Sim-to-real flattening of a rectangular cloth with a robotic arm through deep reinforcement learning

In robotics the manipulation of rigid objects is widespread and deeply studied, and almost all possible tasks can be directly taught. On the contrary, the handling of deformable objects is a rather unexplored field, because of the unpredictability of their behaviour and the intrinsic difficulty to operate with them. The need for extremely complex models certainly sets a limit to their investigation, but more recent Machine Learning theory finds an efficient application and allows to overcome most of the restraints through model-free approaches, which can help to develop robust and practical techniques. The present work intends to exploit Reinforcement Learning, a branch of Machine Learning, in order to build a system which can acquire the capability to flatten a towel, in the simplified case in which one side is pinned, using a single robotic manipulator arm and a vision system. The dissertation reports the sequence of steps undertaken to develop the whole process. A virtual environment is built up with a 3D physics engine, in order to perform the simulations for the manipulation of the cloth; a framework which handles and links it to the learning core is also prepared. The Deep Reinforcement Learning algorithm, which exploits Neural Networks and a gradient-based update process, autonomously learns how to behave thanks to a training phase in which experience is gained step by step, through a trial and error approach. The training is carried out for a long sequence of episodes, at first in a very simple environment, which reproduces the geometric shape of the towel, and then in the 3D-scenario, with the recreation of a deformable object. The agent learns to accomplish the task with a 75% win-rate. The model is validated experimentally in a real-world scenario, where a successful flattening is achieved in 52% of the conducted experiments, which included a large amount of intricate and complex configurations; the accomplishment rate rises to 70% for moderately complicated layouts. Possible restrictions lie in the simulated environment which allowed for a reduced initial randomisation of the towel.

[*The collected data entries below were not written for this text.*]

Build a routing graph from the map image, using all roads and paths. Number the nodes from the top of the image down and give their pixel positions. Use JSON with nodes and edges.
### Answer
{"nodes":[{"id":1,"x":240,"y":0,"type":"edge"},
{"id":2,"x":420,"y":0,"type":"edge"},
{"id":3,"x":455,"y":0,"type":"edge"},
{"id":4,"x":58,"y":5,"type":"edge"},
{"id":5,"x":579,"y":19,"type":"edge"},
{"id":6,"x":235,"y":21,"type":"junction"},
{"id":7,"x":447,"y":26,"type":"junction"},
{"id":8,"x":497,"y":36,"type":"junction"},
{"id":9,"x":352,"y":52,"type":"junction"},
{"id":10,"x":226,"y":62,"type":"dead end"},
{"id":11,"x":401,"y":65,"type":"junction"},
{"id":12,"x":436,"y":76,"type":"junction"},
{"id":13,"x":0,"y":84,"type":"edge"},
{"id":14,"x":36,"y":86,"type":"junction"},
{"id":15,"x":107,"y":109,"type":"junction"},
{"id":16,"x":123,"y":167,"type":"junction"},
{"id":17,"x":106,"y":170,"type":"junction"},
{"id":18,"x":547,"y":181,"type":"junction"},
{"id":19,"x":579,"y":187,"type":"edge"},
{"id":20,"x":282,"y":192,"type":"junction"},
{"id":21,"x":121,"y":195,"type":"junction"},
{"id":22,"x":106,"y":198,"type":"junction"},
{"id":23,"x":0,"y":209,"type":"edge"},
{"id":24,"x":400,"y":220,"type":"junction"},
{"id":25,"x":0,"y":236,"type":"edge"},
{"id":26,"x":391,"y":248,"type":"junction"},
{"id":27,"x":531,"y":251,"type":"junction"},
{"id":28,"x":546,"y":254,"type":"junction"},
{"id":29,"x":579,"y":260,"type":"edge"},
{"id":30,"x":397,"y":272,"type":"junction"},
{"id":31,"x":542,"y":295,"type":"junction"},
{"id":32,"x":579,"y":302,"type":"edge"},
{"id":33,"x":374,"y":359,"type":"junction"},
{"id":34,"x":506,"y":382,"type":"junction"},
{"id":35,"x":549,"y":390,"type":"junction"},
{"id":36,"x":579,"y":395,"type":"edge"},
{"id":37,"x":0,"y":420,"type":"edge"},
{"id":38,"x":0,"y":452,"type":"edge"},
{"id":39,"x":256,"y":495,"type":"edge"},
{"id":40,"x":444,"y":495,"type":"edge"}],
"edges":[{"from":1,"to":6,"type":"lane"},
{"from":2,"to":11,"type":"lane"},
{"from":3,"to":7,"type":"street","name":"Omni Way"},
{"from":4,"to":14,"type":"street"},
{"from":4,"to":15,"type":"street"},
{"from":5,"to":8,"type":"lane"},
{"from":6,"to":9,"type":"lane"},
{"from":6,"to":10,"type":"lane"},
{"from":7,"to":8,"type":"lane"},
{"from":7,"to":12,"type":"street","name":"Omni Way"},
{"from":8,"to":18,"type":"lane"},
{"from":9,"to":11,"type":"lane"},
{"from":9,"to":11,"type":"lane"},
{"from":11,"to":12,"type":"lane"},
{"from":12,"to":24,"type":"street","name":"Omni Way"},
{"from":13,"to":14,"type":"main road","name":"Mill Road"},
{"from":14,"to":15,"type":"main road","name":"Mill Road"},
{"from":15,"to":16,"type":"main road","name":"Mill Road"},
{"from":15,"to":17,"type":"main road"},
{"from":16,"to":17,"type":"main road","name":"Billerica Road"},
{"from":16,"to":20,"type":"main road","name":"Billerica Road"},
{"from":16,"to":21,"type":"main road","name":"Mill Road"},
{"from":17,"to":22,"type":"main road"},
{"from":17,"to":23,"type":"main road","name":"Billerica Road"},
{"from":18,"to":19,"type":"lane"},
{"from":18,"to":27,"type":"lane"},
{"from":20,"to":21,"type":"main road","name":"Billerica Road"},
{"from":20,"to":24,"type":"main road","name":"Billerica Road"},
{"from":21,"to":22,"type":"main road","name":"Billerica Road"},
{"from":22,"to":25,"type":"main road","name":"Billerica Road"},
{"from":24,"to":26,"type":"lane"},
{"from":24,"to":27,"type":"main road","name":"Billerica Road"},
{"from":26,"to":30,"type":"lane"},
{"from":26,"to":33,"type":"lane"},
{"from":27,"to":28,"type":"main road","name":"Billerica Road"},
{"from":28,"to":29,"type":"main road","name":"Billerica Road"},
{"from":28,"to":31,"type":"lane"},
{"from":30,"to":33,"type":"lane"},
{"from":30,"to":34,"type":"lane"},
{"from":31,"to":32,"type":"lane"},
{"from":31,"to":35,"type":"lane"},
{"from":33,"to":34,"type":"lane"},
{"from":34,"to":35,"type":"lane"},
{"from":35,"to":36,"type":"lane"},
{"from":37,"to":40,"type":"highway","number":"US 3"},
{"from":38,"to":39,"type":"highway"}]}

Nel mondo della robotica, in cui la manipolazione di oggetti rigidi è stata indagata a fondo e quasi tutte le possibili attività riescono a essere insegnate agevolmente, la manipolazione di oggetti deformabili rimane un territorio ancora poco esplorato, a causa della loro complessità e del comportamento imprevedibile. L’elaborazione delle più recenti teorie del Machine Learning consente di superare questi limiti attraverso approcci non basati su un modello definito a priori, e permette di adottare tecniche robuste ed efficaci. Il presente lavoro intende sfruttare il Reinforcement Learning al fine di costruire un sistema in grado di imparare a distendere un asciugamano, nel caso semplificato in cui un lato sia mantenuto in posizione fissa, tramite un singolo braccio robotico e un sistema di visione computerizzata. La tesi illustra le fasi che costituiscono il processo e hanno permesso di realizzare il progetto. Un ambiente di simulazione virtuale è implementato mediante un motore fisico in 3D, al fine di riprodurre la manipolazione dell’asciugamano, ed è gestito e interfacciato all’IA attraverso un framework di collegamento. L'algoritmo di Deep Reinforcement Learning, model-free, per mezzo di reti neurali e un processo di ottimizzazione basato sul gradiente di una cost-function, apprende progressivamente e in modo autonomo a portare a termine il compito, grazie ad un approccio trial-and-error. L'addestramento viene svolto per una lunga serie di episodi, prima in un ambiente semplificato, che riproduce esclusivamente la forma geometrica dell’asciugamano, e in seguito nell’ambiente 3D sviluppato, con il panno effettivamente deformabile. L'agente impara a svolgere il task con una percentuale di successi del 75%. Il modello è infine convalidato sperimentalmente in uno scenario reale, dove il compito è eseguito correttamente nel 52% dei casi, che tuttavia includono anche un gran numero di configurazioni articolate. Il tasso di realizzazione sale al 70% nel caso di layout solo moderatamente complessi. Le possibili ragioni di questa difficoltà di esecuzione risiedono nell'ambiente di simulazione, che ha consentito una limitata randomizzazione iniziale dell’asciugamano.